You are here:
A Bayesian network approach to refining terrestrial risk assessments: Mercury and the Florida panther (Puma concolor coryi)
Citation:
Barron, M. AND J. Carriger. A Bayesian network approach to refining terrestrial risk assessments: Mercury and the Florida panther (Puma concolor coryi). SETAC North America 39th Annual Meeting, Sacramento, CA, November 04 - 08, 2018.
Impact/Purpose:
Bayesian networks are useful tools for calculating uncertainties and ecological risks. This presentation will demonstrate and discuss the potential benefits of using Bayesian networks for probabilistic ecological risk assessments. Bayesian networks were applied to a case study on retrospective mercury risks to Florida panthers. Risk analysts will be interested in this presentation, especially ones looking to better understand how Bayesian networks could be applied to ecological risk assessments.
Description:
Traditionally hazard quotients (HQs) have been computed for ecological risk assessment, often without quantifying the underlying uncertainties and variability in the risk estimate.

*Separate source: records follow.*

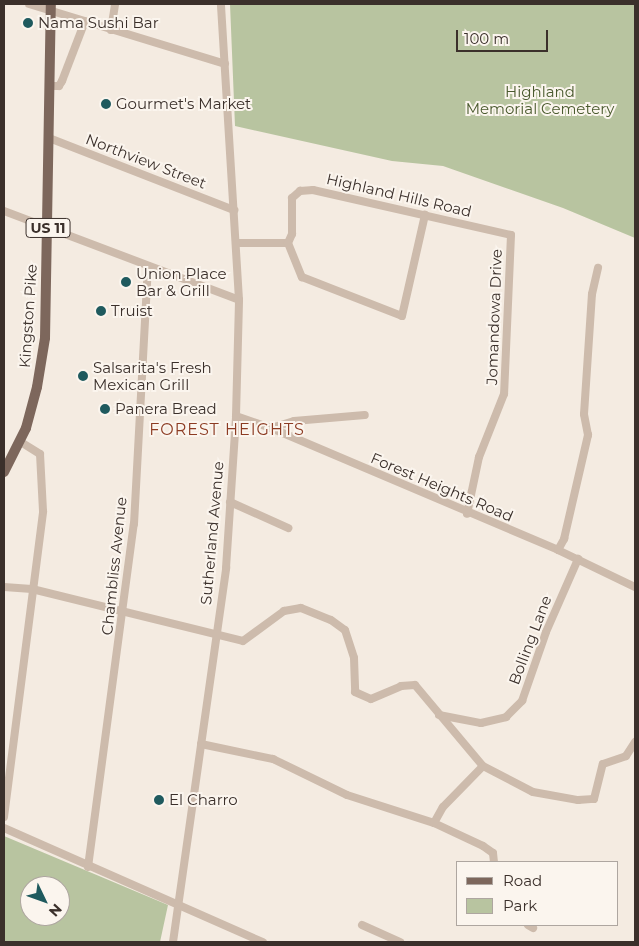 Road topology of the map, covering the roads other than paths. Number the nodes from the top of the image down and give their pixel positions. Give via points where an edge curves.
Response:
1 (29, 4) edge
2 (115, 4) edge
3 (222, 4) edge
4 (51, 7) edge
5 (85, 21) junction
6 (111, 30) junction
7 (225, 64) junction
8 (49, 86) junction
9 (49, 138) junction
10 (234, 210) junction
11 (4, 211) edge
12 (425, 215) junction
13 (48, 228) junction
14 (511, 235) joint
15 (236, 243) junction
16 (288, 243) junction
17 (148, 266) junction
18 (598, 268) dead end
19 (239, 300) junction
20 (365, 415) dead end
21 (236, 416) junction
22 (272, 428) junction
23 (21, 442) junction
24 (4, 472) edge
25 (230, 502) junction
26 (467, 514) junction
27 (288, 528) dead end
28 (558, 550) junction
29 (578, 559) junction
30 (635, 587) edge
31 (4, 588) edge
32 (32, 589) junction
33 (122, 613) junction
34 (215, 634) junction
35 (439, 715) junction
36 (635, 742) edge
37 (201, 744) junction
38 (483, 766) junction
39 (4, 817) edge
40 (434, 823) junction
41 (4, 828) edge
42 (494, 861) edge
43 (88, 867) junction
44 (178, 906) junction
45 (362, 925) dead end
46 (390, 940) edge
47 (174, 942) edge
48 (263, 942) edge
49 (400, 942) edge

1 - 4 street
2 - 6 street
3 - 7 street, Sutherland Avenue
4 - 5 street
4 - 8 main road, Kingston Pike / US 11
5 - 6 street
5 - 8 street via 62,82 59,86
6 - 7 street
7 - 10 street, Sutherland Avenue
8 - 9 main road, Kingston Pike / US 11
9 - 10 street, Northview Street
9 - 13 main road, Kingston Pike / US 11
10 - 15 street, Sutherland Avenue
11 - 13 street
12 - 14 street, Highland Hills Road
12 - 16 street, Highland Hills Road via 350,197 300,191 292,198 292,234
12 - 16 street via 402,316 302,277
13 - 17 street
13 - 23 main road, Kingston Pike / US 11 via 45,338 37,387
14 - 26 street, Jomandowa Drive via 504,394 479,457
15 - 16 street
15 - 19 street, Sutherland Avenue
17 - 19 street
17 - 33 street, Chambliss Avenue via 134,524
18 - 28 street via 592,294 584,414 588,435 564,539
19 - 21 street, Sutherland Avenue
20 - 22 street via 294,421
21 - 22 street, Forest Heights Road
21 - 25 street, Sutherland Avenue
22 - 26 street, Forest Heights Road
23 - 24 main road, Kingston Pike / US 11
23 - 32 street via 38,451 41,458 43,511
25 - 27 street
25 - 34 street, Sutherland Avenue via 226,568
26 - 28 street, Forest Heights Road
28 - 29 street, Forest Heights Road
29 - 30 street, Forest Heights Road
29 - 35 street, Bolling Lane via 546,632 522,701 506,717 481,723
31 - 32 street
32 - 33 street
32 - 39 street
33 - 34 street
33 - 43 street, Chambliss Avenue
34 - 35 street via 243,641 284,611 301,608 331,620 345,630 354,658 355,692 371,699 401,686 415,685
34 - 37 street, Sutherland Avenue
35 - 38 street
36 - 38 street via 626,756 603,764 594,799 578,800 533,792
37 - 40 street via 273,759 347,795
37 - 44 street, Sutherland Avenue
38 - 40 street via 443,807
40 - 42 street via 483,846 493,853
41 - 43 street
43 - 44 street
44 - 47 street, Sutherland Avenue
44 - 48 street
45 - 46 street
46 - 49 street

We demonstrate a Bayesian network approach to quantitatively assess variability and uncertainties in HQs using a retrospective case study of mercury (Hg) risks to Florida panthers (Puma concolor coryi) based on Barron et al. (2004. Ecotox 13:223). The Florida panther is the last remaining wild puma population in the eastern U.S. Mercury exposure has been hypothesized as a contributing factor to population decline and individual panther deaths across the South Florida ecosystem. A tiered approach with Bayesian networks was developed to identify and quantify the causal risk factors, propagate uncertainties in causal relationships, and examine the refinements necessary for predicting the overlap of Hg exposure and effects distributions to calculate HQs. Multiple HQs for the Florida panther and Hg risks were calculated with the Bayesian network to examine potential scenarios based on changes to causal exposure factors. Application of Bayesian networks in the computation of HQs provides a transparent and quantitative analysis of uncertainty in risks.